# [PROBLEM TO SOLVE]
Every record gets copied exactly, and no picture goes with it.

# [DATA FOR REVIEW]

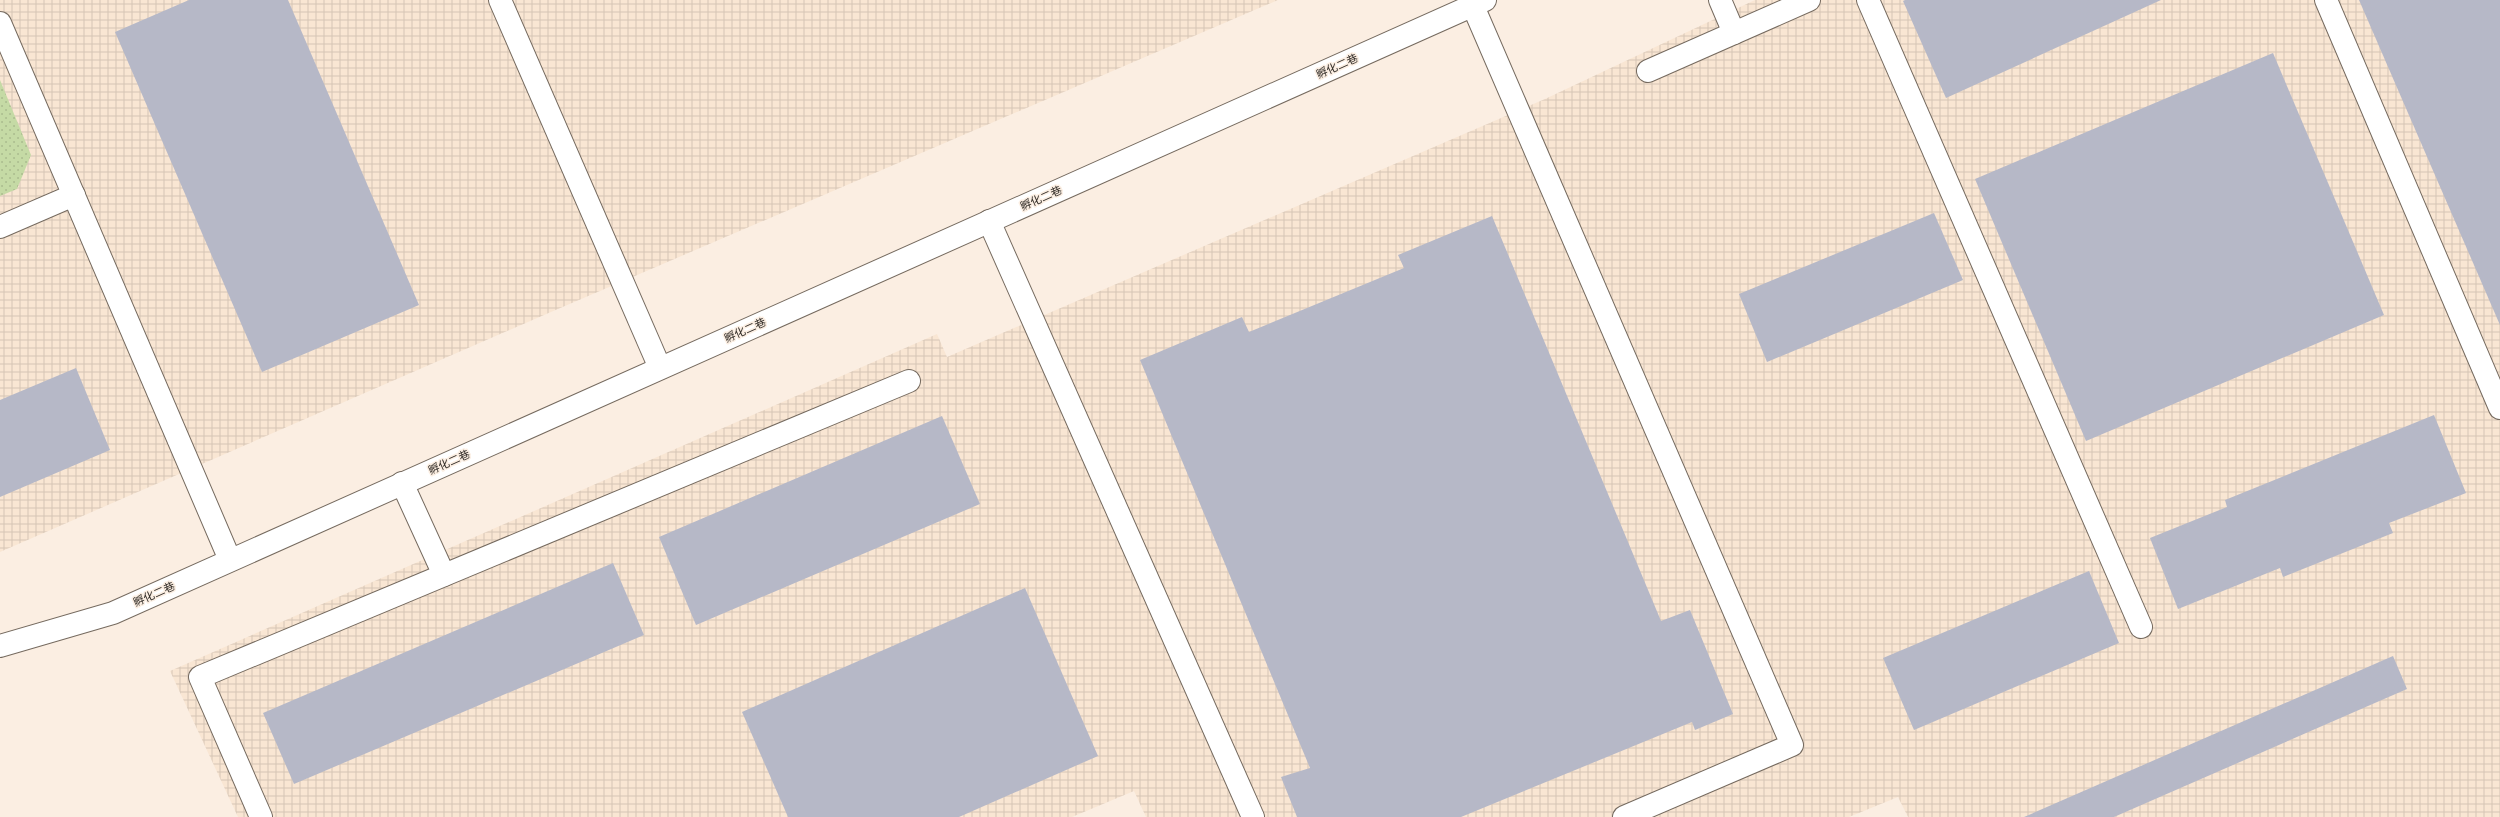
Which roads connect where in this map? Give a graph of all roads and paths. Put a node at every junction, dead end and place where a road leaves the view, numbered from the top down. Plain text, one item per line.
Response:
1 (500, 0) edge
2 (1720, 0) edge
3 (1809, 0) edge
4 (1868, 0) edge
5 (2326, 0) edge
6 (1479, 3) edge
7 (0, 24) edge
8 (1734, 33) junction
9 (1648, 71) dead end
10 (74, 195) junction
11 (990, 221) junction
12 (0, 227) edge
13 (660, 368) junction
14 (909, 381) dead end
15 (2500, 408) edge
16 (402, 483) junction
17 (230, 560) junction
18 (444, 576) junction
19 (2142, 627) dead end
20 (0, 646) edge
21 (261, 817) edge
22 (1253, 817) edge
23 (1624, 817) edge

1 - 13 street
2 - 8 street
3 - 8 street
4 - 19 street
5 - 15 street
6 - 11 street, 孵化二巷
6 - 23 street
7 - 10 street
8 - 9 street
10 - 12 street
10 - 17 street
11 - 13 street, 孵化二巷
11 - 22 street
13 - 16 street, 孵化二巷
14 - 18 street
16 - 17 street, 孵化二巷
16 - 18 street
17 - 20 street, 孵化二巷
18 - 21 street

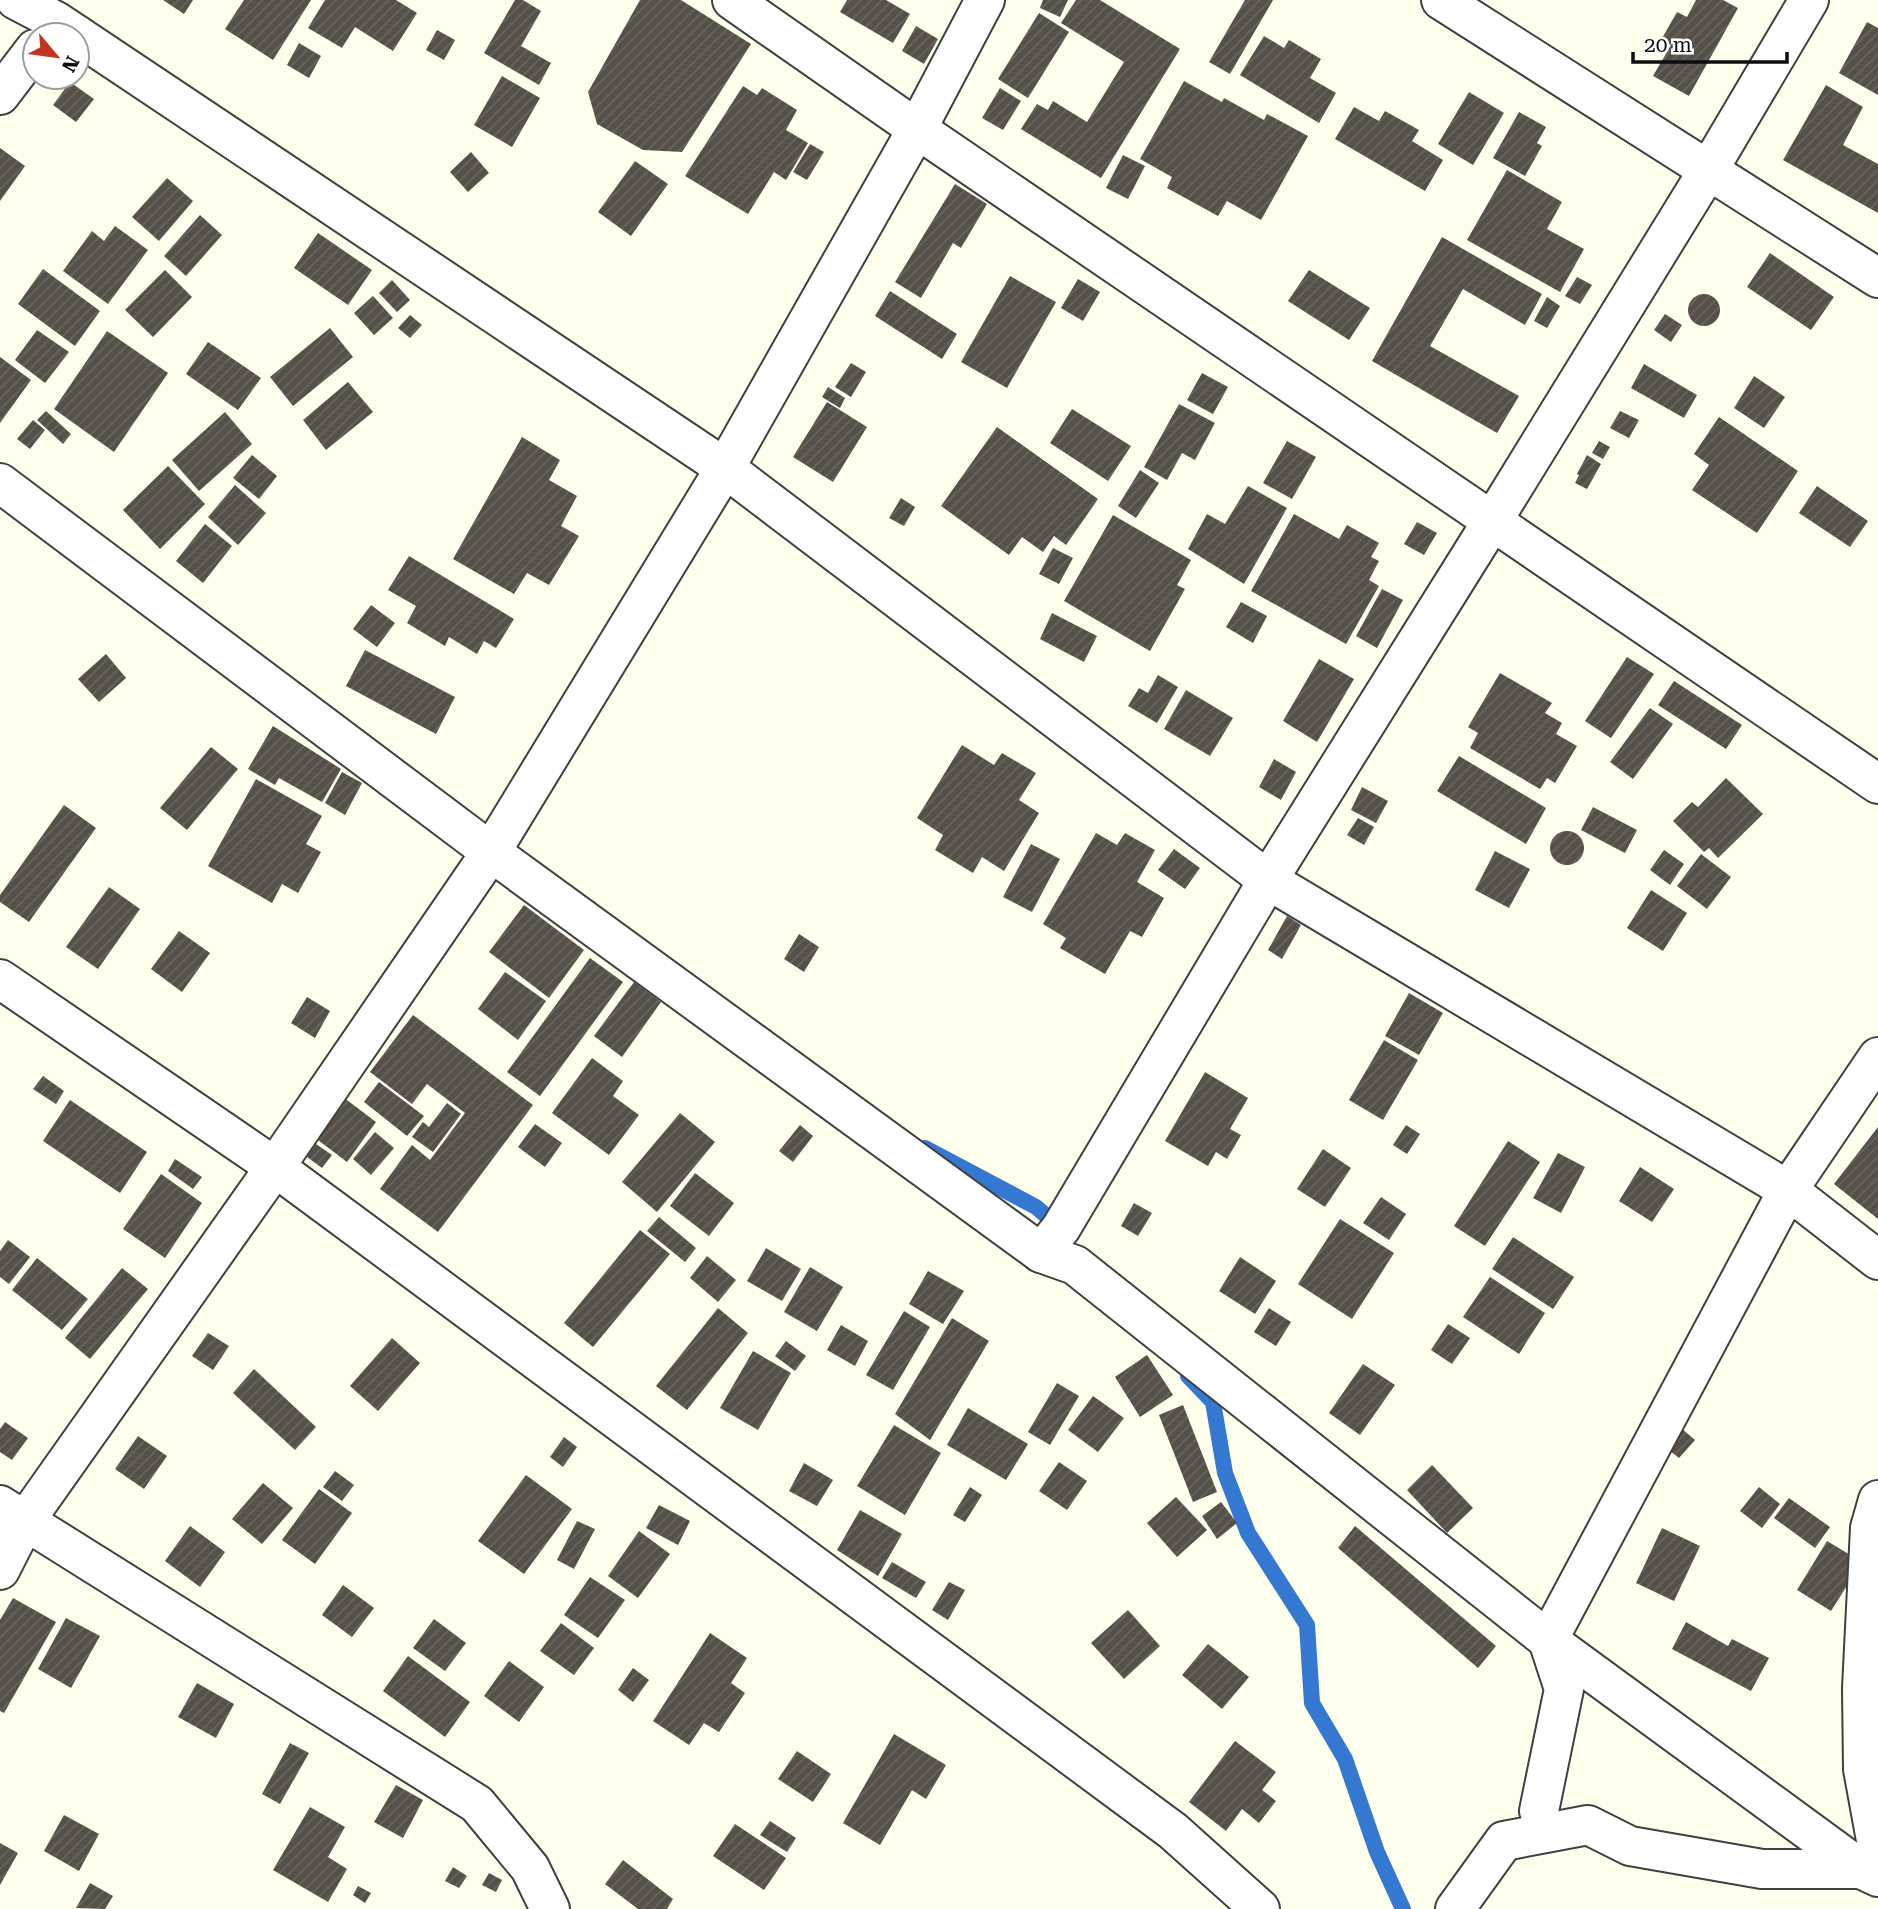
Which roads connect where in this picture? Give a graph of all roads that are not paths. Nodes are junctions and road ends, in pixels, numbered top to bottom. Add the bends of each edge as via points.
1 (16, 0) edge
2 (732, 0) edge
3 (985, 0) edge
4 (1441, 0) edge
5 (1809, 0) edge
6 (49, 21) edge
7 (91, 49) edge
8 (21, 72) edge
9 (0, 95) edge
10 (917, 129) junction
11 (1709, 169) junction
12 (1878, 278) edge
13 (725, 468) junction
14 (0, 483) edge
15 (1493, 520) junction
16 (1878, 784) edge
17 (491, 852) junction
18 (1268, 880) junction
19 (0, 979) edge
20 (1878, 1057) edge
21 (275, 1167) junction
22 (1788, 1190) junction
23 (1041, 1253) junction
24 (1878, 1260) edge
25 (1878, 1500) edge
26 (12, 1513) edge
27 (0, 1570) edge
28 (1548, 1640) junction
29 (1539, 1811) dead end
30 (1872, 1866) edge
31 (550, 1909) edge
32 (1260, 1909) edge
33 (1455, 1909) edge

1 - 6 street
2 - 10 street
3 - 10 street
4 - 11 street
5 - 11 street
7 - 13 street
8 - 9 street
10 - 13 street
10 - 15 street
11 - 12 street
11 - 15 street
13 - 17 street
13 - 18 street
14 - 17 street
15 - 16 street
15 - 18 street
17 - 21 street
17 - 23 street
18 - 22 street
18 - 23 street via 1061,1228
19 - 21 street
20 - 22 street
21 - 26 street
21 - 32 street via 1173,1831
22 - 24 street
22 - 28 street
23 - 28 street via 1075,1265
25 - 30 street via 1870,1528 1862,1688 1863,1769
26 - 27 street
26 - 31 street via 477,1804 530,1868
28 - 29 street via 1564,1689
28 - 30 street
30 - 33 street via 1762,1869 1630,1846 1588,1825 1504,1841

# [OUTPUT FOR THIS EXERCISE]
Which roads connect where in this map? Give a graph of all roads and paths. Put a node at every junction, dead end and place where a road leaves the view, numbered from the top down. Plain text, one item per line.
Response:
1 (500, 0) edge
2 (1720, 0) edge
3 (1809, 0) edge
4 (1868, 0) edge
5 (2326, 0) edge
6 (1479, 3) edge
7 (0, 24) edge
8 (1734, 33) junction
9 (1648, 71) dead end
10 (74, 195) junction
11 (990, 221) junction
12 (0, 227) edge
13 (660, 368) junction
14 (909, 381) dead end
15 (2500, 408) edge
16 (402, 483) junction
17 (230, 560) junction
18 (444, 576) junction
19 (2142, 627) dead end
20 (0, 646) edge
21 (261, 817) edge
22 (1253, 817) edge
23 (1624, 817) edge

1 - 13 street
2 - 8 street
3 - 8 street
4 - 19 street
5 - 15 street
6 - 11 street, 孵化二巷
6 - 23 street
7 - 10 street
8 - 9 street
10 - 12 street
10 - 17 street
11 - 13 street, 孵化二巷
11 - 22 street
13 - 16 street, 孵化二巷
14 - 18 street
16 - 17 street, 孵化二巷
16 - 18 street
17 - 20 street, 孵化二巷
18 - 21 street

Which roads connect where in this picture? Give a graph of all roads that are not paths. Nodes are junctions and road ends, in pixels, numbered top to bottom. Add the bends of each edge as via points.
1 (16, 0) edge
2 (732, 0) edge
3 (985, 0) edge
4 (1441, 0) edge
5 (1809, 0) edge
6 (49, 21) edge
7 (91, 49) edge
8 (21, 72) edge
9 (0, 95) edge
10 (917, 129) junction
11 (1709, 169) junction
12 (1878, 278) edge
13 (725, 468) junction
14 (0, 483) edge
15 (1493, 520) junction
16 (1878, 784) edge
17 (491, 852) junction
18 (1268, 880) junction
19 (0, 979) edge
20 (1878, 1057) edge
21 (275, 1167) junction
22 (1788, 1190) junction
23 (1041, 1253) junction
24 (1878, 1260) edge
25 (1878, 1500) edge
26 (12, 1513) edge
27 (0, 1570) edge
28 (1548, 1640) junction
29 (1539, 1811) dead end
30 (1872, 1866) edge
31 (550, 1909) edge
32 (1260, 1909) edge
33 (1455, 1909) edge

1 - 6 street
2 - 10 street
3 - 10 street
4 - 11 street
5 - 11 street
7 - 13 street
8 - 9 street
10 - 13 street
10 - 15 street
11 - 12 street
11 - 15 street
13 - 17 street
13 - 18 street
14 - 17 street
15 - 16 street
15 - 18 street
17 - 21 street
17 - 23 street
18 - 22 street
18 - 23 street via 1061,1228
19 - 21 street
20 - 22 street
21 - 26 street
21 - 32 street via 1173,1831
22 - 24 street
22 - 28 street
23 - 28 street via 1075,1265
25 - 30 street via 1870,1528 1862,1688 1863,1769
26 - 27 street
26 - 31 street via 477,1804 530,1868
28 - 29 street via 1564,1689
28 - 30 street
30 - 33 street via 1762,1869 1630,1846 1588,1825 1504,1841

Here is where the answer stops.